When do I use simple average vs weighted average?

Simple average works when every item carries equal importance. Five test scores treated as equal counts: simple mean is fine. Weighted average is needed when items have different sizes, durations, importance levels, or amounts. Weights of 1 each (equal) reduce to simple mean. Weights varying means the simple mean is biased.

Do weights need to sum to 1 or 100?

No. The formula divides by the sum of weights, so any consistent units work. Weights expressed as percentages (40%, 35%, 25%) sum to 100. Weights expressed as raw counts (5, 3, 2) sum to 10. Same answer either way. The convention of using percentages is just convenient when communicating; the math doesn't care.

What if some weights are zero?

Items with zero weight don't contribute to the numerator and aren't counted in the denominator. Effectively excluded. Useful when you want to compute a weighted average over a subset without removing items from the data. Some calculators silently exclude zero-weighted rows; others throw errors. Check what your tool does.

What's the difference between weighted average and weighted mean?
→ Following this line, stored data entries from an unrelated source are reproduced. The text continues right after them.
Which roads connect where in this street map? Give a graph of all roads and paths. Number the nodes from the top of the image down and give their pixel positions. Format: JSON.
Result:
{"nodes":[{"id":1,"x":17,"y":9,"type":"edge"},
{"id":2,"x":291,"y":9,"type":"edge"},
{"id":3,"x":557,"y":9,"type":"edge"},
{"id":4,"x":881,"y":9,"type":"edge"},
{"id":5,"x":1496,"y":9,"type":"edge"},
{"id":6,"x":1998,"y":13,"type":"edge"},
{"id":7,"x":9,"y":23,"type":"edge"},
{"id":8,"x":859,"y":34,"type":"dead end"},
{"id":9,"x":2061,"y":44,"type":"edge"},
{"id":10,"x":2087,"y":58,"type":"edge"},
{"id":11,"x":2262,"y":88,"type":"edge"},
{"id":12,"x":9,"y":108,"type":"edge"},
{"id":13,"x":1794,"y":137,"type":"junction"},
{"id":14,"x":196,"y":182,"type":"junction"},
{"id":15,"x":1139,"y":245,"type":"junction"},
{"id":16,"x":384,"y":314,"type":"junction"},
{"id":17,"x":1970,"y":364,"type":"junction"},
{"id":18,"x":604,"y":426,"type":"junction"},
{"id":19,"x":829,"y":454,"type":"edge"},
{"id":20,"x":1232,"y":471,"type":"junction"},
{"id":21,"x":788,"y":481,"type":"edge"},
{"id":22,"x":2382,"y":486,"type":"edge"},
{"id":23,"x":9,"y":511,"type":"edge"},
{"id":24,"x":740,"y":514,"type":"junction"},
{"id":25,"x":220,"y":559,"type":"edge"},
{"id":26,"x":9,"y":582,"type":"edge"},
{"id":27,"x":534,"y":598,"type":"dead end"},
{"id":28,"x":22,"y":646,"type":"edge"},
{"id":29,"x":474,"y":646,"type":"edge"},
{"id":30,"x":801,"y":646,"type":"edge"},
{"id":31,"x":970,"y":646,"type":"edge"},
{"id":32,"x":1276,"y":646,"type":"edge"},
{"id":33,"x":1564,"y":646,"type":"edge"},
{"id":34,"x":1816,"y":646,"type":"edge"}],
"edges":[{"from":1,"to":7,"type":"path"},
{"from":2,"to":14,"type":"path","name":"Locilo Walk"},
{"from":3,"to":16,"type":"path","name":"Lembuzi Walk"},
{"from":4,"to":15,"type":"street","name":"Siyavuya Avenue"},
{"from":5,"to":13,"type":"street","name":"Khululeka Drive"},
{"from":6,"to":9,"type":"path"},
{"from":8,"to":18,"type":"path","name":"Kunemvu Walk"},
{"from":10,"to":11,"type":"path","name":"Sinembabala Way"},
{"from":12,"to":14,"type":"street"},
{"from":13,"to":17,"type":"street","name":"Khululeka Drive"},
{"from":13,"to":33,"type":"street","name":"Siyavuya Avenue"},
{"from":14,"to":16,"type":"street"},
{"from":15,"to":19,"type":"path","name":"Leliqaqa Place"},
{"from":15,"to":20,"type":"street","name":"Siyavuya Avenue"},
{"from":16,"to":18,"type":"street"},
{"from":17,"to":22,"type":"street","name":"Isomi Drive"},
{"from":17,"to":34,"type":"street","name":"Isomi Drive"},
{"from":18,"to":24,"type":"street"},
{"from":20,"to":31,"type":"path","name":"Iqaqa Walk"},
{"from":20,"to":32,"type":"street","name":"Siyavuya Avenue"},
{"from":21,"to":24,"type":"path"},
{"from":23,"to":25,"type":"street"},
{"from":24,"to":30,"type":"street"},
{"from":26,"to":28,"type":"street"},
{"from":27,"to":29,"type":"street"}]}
They're the same thing, just different names. "Weighted mean" is more common in statistics textbooks; "weighted average" is more common in finance and everyday usage. Both refer to the same formula: sum of (value × weight) divided by sum of weights. Some technical contexts also use "weighted arithmetic mean" for full precision (as opposed to weighted geometric mean or weighted harmonic mean, which use different aggregation rules).